Muhalefet ise işin bu tarafıyla, yeni jeopolitik girdilerle daha az ilgili. Kimisi bunları siyaseten belirleyici bulmuyor. Kimisi bu konularda iktidarın dümen suyunda pozisyon alıyor. Kimisi biçimsel ve etkisiz itirazlarla yetiniyor. Buna karşın hepsi birlikte demokratik ve ekonomik sarsıntıların iktidarın seçim kaybetmesi için yeterli olacağını, iyi organize edilmiş çoğunluk seçmenin bu tür bir hassasiyetle davranacağını varsayıyor. Ancak organizasyon, muhalif cephe ittifakı bakımından da aceleci davranmıyor. Tüm muhalif partiler bu koşullarda, birbirinden uzak durarak ve ortak temalarla, ortak bir “eleştiri” siyasetine kilitlenmiş bulunuyorlar.
Bu açıdan bakınca ülkede siyasette temel çelişki ve yarışın, “kriz ile tahkimat” arasında yaşandığı ve yaşanacağı söylenebilir.
O zaman soru şudur: Seçmeni, özellikle kararsızları, orta sınıfları, “krizler ve bozulma” fikri mi yönlendirecektir, yoksa bunları dış bir müdahalenin sonucu olarak gören, güçlü Türkiye sevdasının üreteceği milliyetçi kabarma mı?
Akla hemen gelen ilk ihtimal olsa da, “özgürlüklerin gerilemesi ve ekonomik bunalım, iktidarı değiştirir” denkleminin, bu ülkede ve bu dönemde tartışmalı olduğunu göz ardı etmemek gerekir. Siyasi iktidar söz konusu sıkıntılar yüzünden elbette bir türbülans, bir erozyon yaşamaktadır. Ancak bunların bir siyasi değişime yeterli olacağı kesin değildir. Kaldı ki, bırakın bu dönemin dinamiklerini, birey-çıkar rasyonalitesi üzerine kurulu kimi Batılı ülkelerin tersine, Türkiye’de kriz-sandık ilişkisi her zaman doğru orantılı olmamıştır. Tarih, kimlik, aidiyet, milliyetçi tepkilerin, özellikle başarı duygusunun, özgüven girdilerinin sağ ve sol üzerine şemsiye oluşturarak etkili olduğu örnekler pek çoktur.

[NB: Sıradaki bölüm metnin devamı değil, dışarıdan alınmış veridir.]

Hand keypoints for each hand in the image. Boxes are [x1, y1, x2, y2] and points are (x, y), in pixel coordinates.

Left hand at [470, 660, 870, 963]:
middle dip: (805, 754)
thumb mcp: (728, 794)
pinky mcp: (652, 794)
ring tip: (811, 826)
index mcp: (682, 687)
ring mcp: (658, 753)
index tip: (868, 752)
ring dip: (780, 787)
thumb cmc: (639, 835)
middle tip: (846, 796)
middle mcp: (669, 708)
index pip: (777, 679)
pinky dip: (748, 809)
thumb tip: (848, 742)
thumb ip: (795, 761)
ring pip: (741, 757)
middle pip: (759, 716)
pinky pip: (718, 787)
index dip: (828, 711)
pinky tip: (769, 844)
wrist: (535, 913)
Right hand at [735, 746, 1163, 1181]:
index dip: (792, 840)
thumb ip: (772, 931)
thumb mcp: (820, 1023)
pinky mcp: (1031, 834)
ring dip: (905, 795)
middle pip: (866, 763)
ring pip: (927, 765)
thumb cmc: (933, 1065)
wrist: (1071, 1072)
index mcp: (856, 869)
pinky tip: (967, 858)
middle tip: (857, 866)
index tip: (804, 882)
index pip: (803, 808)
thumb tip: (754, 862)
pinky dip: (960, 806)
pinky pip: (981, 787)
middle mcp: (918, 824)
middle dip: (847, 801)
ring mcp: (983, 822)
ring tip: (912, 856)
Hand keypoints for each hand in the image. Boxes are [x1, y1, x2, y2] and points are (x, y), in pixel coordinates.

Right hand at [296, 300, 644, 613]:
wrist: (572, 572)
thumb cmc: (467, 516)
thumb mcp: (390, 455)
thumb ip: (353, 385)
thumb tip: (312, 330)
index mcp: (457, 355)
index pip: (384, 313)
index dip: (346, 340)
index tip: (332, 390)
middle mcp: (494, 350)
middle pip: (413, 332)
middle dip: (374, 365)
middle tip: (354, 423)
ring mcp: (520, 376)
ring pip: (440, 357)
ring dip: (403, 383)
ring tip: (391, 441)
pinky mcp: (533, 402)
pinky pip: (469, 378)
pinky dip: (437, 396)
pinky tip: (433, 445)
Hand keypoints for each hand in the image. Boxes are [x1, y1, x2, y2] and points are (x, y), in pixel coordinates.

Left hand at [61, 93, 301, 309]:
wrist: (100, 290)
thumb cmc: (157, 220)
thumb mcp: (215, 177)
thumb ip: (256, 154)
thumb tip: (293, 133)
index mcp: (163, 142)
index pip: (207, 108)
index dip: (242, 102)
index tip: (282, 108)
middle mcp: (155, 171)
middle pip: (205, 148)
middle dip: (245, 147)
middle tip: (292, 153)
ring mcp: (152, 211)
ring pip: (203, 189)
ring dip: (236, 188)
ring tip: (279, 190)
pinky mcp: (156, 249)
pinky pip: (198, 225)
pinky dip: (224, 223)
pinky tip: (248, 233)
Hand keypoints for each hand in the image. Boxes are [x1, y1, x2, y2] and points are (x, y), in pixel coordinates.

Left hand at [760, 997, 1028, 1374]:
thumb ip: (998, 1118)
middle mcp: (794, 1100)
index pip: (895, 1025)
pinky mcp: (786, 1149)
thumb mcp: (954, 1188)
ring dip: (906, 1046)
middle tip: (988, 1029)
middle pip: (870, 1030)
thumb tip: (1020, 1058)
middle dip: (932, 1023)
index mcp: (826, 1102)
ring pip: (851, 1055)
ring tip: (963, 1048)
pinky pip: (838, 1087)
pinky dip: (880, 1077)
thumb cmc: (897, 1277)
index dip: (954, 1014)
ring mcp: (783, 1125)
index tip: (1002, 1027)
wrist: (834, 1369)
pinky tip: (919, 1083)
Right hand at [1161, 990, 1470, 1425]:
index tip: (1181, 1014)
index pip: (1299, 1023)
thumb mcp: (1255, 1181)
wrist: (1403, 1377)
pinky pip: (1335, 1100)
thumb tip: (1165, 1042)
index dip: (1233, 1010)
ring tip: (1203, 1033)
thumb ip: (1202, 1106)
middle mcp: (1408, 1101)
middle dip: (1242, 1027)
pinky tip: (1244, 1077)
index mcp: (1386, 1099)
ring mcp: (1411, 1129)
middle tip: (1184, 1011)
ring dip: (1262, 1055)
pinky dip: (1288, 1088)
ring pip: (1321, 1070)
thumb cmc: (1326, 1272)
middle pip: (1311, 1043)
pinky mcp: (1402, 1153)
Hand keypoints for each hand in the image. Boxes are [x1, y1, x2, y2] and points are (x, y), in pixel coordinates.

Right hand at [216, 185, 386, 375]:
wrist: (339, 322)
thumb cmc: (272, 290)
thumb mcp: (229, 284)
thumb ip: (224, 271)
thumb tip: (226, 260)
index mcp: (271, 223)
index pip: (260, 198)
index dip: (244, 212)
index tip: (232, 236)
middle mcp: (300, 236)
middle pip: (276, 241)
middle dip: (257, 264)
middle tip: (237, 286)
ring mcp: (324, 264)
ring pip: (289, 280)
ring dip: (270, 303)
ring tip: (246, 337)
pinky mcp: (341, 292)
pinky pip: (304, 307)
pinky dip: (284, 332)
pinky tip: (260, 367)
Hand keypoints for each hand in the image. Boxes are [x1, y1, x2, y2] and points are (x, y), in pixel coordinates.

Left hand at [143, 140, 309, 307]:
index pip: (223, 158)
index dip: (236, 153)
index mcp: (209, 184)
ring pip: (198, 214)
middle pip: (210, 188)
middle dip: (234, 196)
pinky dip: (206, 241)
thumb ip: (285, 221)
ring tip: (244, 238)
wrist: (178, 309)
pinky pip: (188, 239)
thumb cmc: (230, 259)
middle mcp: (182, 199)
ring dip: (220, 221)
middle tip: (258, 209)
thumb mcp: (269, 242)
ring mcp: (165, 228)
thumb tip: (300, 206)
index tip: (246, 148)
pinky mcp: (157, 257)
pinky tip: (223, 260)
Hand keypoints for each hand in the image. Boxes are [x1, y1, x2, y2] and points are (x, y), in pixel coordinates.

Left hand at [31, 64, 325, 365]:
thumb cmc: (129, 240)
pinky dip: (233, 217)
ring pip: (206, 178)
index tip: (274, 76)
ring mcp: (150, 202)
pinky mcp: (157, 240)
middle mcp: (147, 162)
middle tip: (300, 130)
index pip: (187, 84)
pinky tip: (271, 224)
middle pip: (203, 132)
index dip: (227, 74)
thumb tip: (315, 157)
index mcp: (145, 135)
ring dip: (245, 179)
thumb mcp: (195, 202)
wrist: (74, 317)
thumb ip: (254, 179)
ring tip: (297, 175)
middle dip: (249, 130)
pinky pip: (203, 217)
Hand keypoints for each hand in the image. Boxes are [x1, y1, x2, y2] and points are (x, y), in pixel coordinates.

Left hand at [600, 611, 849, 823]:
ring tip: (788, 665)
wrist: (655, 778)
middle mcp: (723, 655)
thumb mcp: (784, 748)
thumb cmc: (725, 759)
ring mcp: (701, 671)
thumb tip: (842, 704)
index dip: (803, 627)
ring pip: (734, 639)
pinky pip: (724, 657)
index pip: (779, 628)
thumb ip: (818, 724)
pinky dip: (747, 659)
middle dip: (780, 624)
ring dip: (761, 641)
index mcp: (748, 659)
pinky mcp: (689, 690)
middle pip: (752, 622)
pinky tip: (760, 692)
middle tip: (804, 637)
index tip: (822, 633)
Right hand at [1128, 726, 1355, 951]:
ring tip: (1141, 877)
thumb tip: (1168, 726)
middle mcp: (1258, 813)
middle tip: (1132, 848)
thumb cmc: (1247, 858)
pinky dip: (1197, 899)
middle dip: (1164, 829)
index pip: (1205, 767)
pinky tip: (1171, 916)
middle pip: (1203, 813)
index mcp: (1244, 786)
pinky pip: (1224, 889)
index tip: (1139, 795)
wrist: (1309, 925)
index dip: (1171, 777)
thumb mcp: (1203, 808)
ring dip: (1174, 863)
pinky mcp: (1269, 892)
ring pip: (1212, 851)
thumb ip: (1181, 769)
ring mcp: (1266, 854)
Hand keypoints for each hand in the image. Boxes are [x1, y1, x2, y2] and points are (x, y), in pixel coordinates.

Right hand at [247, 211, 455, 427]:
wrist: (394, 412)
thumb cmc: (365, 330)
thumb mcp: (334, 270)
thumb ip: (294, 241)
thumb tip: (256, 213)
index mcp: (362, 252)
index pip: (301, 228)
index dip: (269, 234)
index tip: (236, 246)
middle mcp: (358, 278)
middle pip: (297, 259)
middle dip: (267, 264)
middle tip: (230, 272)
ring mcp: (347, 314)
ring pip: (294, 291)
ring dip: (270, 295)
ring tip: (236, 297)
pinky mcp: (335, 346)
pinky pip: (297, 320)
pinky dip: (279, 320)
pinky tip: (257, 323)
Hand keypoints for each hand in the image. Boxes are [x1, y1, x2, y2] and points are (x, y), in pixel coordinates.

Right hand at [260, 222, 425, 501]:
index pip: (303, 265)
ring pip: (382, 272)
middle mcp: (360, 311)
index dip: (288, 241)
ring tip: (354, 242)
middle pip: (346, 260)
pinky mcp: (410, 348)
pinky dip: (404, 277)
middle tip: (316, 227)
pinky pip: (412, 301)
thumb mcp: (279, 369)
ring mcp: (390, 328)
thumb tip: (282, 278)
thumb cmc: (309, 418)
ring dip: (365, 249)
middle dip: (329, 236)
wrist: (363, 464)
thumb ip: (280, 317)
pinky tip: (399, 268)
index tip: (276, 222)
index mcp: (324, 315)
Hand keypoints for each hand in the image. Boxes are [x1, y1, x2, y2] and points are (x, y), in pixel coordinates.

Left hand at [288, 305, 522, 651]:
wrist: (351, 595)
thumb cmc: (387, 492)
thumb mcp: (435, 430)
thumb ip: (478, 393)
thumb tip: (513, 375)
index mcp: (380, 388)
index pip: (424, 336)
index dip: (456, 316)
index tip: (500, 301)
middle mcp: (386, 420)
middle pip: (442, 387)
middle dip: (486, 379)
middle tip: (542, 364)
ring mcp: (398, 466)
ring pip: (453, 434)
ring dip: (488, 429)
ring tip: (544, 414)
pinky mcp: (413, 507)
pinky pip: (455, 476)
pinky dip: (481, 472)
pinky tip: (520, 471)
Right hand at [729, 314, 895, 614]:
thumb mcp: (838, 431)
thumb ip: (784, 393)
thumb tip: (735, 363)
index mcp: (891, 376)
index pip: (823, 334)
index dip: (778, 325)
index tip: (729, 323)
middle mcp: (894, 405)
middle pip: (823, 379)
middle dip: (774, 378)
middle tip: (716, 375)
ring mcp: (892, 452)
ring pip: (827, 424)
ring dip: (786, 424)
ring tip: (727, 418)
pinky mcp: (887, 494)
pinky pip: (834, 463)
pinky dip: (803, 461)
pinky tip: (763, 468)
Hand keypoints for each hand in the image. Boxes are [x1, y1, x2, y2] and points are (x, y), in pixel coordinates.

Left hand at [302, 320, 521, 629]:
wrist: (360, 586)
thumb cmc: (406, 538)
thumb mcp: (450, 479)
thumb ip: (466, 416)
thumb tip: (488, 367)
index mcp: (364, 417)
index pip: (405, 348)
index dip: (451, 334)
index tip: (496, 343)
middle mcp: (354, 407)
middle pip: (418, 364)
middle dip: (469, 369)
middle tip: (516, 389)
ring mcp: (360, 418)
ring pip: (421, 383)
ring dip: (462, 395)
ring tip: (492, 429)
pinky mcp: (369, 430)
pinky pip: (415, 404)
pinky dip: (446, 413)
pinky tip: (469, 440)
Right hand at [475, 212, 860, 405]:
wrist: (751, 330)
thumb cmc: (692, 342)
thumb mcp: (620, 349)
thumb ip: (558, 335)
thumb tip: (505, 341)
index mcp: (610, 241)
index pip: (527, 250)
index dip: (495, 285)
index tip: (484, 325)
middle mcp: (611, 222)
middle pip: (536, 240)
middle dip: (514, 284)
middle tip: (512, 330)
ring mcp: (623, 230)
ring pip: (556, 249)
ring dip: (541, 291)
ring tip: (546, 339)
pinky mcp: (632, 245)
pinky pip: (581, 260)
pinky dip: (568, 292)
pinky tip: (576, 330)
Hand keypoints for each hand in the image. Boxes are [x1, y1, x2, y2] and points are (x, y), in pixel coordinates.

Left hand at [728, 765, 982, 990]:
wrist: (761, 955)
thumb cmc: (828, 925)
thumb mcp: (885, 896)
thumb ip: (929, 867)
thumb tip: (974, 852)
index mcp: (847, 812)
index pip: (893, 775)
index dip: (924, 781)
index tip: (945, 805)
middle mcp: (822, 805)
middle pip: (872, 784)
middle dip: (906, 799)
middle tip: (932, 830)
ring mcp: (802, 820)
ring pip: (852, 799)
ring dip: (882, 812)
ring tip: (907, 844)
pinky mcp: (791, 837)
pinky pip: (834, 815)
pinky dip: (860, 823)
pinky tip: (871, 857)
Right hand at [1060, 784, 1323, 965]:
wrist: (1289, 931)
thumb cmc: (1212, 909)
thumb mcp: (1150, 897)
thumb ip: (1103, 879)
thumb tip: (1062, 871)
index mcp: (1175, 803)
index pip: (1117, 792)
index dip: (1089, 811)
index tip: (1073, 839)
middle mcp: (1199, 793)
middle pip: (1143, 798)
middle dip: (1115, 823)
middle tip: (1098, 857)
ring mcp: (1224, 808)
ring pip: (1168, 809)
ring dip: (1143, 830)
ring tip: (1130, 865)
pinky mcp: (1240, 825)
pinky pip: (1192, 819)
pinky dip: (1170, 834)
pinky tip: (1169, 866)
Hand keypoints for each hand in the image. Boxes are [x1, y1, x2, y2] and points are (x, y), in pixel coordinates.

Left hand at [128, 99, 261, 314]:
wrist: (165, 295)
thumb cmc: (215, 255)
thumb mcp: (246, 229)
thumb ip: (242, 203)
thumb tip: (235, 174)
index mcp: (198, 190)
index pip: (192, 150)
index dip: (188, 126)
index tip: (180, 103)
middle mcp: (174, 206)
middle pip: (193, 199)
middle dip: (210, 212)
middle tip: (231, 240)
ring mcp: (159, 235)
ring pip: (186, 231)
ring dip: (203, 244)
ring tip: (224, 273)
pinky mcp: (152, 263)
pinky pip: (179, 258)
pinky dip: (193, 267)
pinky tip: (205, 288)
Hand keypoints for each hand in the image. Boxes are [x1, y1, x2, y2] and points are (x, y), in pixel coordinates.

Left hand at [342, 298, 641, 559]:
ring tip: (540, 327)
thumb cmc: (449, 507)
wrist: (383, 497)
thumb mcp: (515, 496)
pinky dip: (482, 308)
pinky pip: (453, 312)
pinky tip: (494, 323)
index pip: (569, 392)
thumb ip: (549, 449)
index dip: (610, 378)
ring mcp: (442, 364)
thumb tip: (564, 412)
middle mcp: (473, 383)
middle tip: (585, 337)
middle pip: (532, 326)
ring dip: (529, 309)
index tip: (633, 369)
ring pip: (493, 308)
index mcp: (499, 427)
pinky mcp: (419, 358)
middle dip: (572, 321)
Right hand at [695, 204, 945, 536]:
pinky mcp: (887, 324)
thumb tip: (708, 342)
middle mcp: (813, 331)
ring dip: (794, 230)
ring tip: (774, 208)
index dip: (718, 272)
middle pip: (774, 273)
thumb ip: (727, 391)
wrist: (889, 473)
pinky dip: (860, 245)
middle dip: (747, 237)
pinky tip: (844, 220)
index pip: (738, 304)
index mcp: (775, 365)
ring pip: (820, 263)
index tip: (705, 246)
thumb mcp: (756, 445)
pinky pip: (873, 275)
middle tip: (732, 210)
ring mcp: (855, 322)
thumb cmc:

Peki, mevcut dengeyi ne bozar?
İktidar veya muhalefetin diğer tarafın oyun sahasına girerek orada yeni bir tutum üretmesi, alan doldurması, dengeleri değiştirebilecek en önemli faktördür.
Örneğin muhalefet partilerinin jeopolitik siyaset alanına girip iktidarla gerçek anlamda ve yaratıcı demokratik vurgularla yarışması böyle bir durum oluşturur.
Örneğin siyasi iktidarın ekonomik krizi kabul edip, piyasa ekonomisi kurallarına dönüp, düzeltici ve sonuç alıcı hamleler yapması mevcut dengeleri etkileyebilir.
Albayrak’ın istifası ve takip eden yeni atamaların hükümetin ekonomi politikasında değişikliğe yol açıp açmayacağı sorusu bu yüzden son derece önemlidir.
19 Kasım’daki Merkez Bankası’nın açıklayacağı faiz kararı bunun ilk işaretini verecek gibi görünüyor.